TASK TO COMPLETE: Give the entries again, precisely as they were written.

Start of Block

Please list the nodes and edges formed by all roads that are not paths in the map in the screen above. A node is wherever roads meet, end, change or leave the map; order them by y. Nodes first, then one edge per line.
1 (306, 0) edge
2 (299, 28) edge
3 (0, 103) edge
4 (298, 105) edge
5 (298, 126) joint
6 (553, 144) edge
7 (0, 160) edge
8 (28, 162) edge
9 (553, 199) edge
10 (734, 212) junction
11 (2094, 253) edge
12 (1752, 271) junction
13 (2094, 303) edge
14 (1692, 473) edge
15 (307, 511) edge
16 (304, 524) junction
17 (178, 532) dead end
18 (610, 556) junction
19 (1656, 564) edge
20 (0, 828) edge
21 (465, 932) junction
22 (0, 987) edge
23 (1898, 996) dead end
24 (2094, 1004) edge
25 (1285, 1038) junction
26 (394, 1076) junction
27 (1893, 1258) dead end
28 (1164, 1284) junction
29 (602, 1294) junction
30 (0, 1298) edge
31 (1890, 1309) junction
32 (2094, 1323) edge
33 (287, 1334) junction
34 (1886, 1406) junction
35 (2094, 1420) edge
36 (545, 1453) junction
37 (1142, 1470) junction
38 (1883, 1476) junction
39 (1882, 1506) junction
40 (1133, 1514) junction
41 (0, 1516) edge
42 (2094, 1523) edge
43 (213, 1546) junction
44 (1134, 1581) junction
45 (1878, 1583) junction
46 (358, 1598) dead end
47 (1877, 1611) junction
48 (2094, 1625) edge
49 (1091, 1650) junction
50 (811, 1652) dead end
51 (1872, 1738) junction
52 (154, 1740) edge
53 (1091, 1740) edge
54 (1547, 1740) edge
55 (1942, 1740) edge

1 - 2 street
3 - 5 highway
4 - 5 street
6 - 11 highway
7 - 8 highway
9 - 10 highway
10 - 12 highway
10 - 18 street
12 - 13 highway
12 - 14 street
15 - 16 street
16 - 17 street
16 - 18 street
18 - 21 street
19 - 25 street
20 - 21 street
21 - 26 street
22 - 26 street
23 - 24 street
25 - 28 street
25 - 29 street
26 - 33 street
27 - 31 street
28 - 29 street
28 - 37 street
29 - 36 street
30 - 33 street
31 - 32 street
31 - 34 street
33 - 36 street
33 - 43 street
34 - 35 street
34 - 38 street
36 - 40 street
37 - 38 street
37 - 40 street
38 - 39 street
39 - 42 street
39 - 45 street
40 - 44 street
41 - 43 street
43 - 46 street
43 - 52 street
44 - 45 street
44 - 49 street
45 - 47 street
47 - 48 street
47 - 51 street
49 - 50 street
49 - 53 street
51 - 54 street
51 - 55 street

End of Block

EXPECTED ANSWER:
Please list the nodes and edges formed by all roads that are not paths in the map in the screen above. A node is wherever roads meet, end, change or leave the map; order them by y. Nodes first, then one edge per line.
1 (306, 0) edge
2 (299, 28) edge
3 (0, 103) edge
4 (298, 105) edge
5 (298, 126) joint
6 (553, 144) edge
7 (0, 160) edge
8 (28, 162) edge
9 (553, 199) edge
10 (734, 212) junction
11 (2094, 253) edge
12 (1752, 271) junction
13 (2094, 303) edge
14 (1692, 473) edge
15 (307, 511) edge
16 (304, 524) junction
17 (178, 532) dead end
18 (610, 556) junction
19 (1656, 564) edge
20 (0, 828) edge
21 (465, 932) junction
22 (0, 987) edge
23 (1898, 996) dead end
24 (2094, 1004) edge
25 (1285, 1038) junction
26 (394, 1076) junction
27 (1893, 1258) dead end
28 (1164, 1284) junction
29 (602, 1294) junction
30 (0, 1298) edge
31 (1890, 1309) junction
32 (2094, 1323) edge
33 (287, 1334) junction
34 (1886, 1406) junction
35 (2094, 1420) edge
36 (545, 1453) junction
37 (1142, 1470) junction
38 (1883, 1476) junction
39 (1882, 1506) junction
40 (1133, 1514) junction
41 (0, 1516) edge
42 (2094, 1523) edge
43 (213, 1546) junction
44 (1134, 1581) junction
45 (1878, 1583) junction
46 (358, 1598) dead end
47 (1877, 1611) junction
48 (2094, 1625) edge
49 (1091, 1650) junction
50 (811, 1652) dead end
51 (1872, 1738) junction
52 (154, 1740) edge
53 (1091, 1740) edge
54 (1547, 1740) edge
55 (1942, 1740) edge

1 - 2 street
3 - 5 highway
4 - 5 street
6 - 11 highway
7 - 8 highway
9 - 10 highway
10 - 12 highway
10 - 18 street
12 - 13 highway
12 - 14 street
15 - 16 street
16 - 17 street
16 - 18 street
18 - 21 street
19 - 25 street
20 - 21 street
21 - 26 street
22 - 26 street
23 - 24 street
25 - 28 street
25 - 29 street
26 - 33 street
27 - 31 street
28 - 29 street
28 - 37 street
29 - 36 street
30 - 33 street
31 - 32 street
31 - 34 street
33 - 36 street
33 - 43 street
34 - 35 street
34 - 38 street
36 - 40 street
37 - 38 street
37 - 40 street
38 - 39 street
39 - 42 street
39 - 45 street
40 - 44 street
41 - 43 street
43 - 46 street
43 - 52 street
44 - 45 street
44 - 49 street
45 - 47 street
47 - 48 street
47 - 51 street
49 - 50 street
49 - 53 street
51 - 54 street
51 - 55 street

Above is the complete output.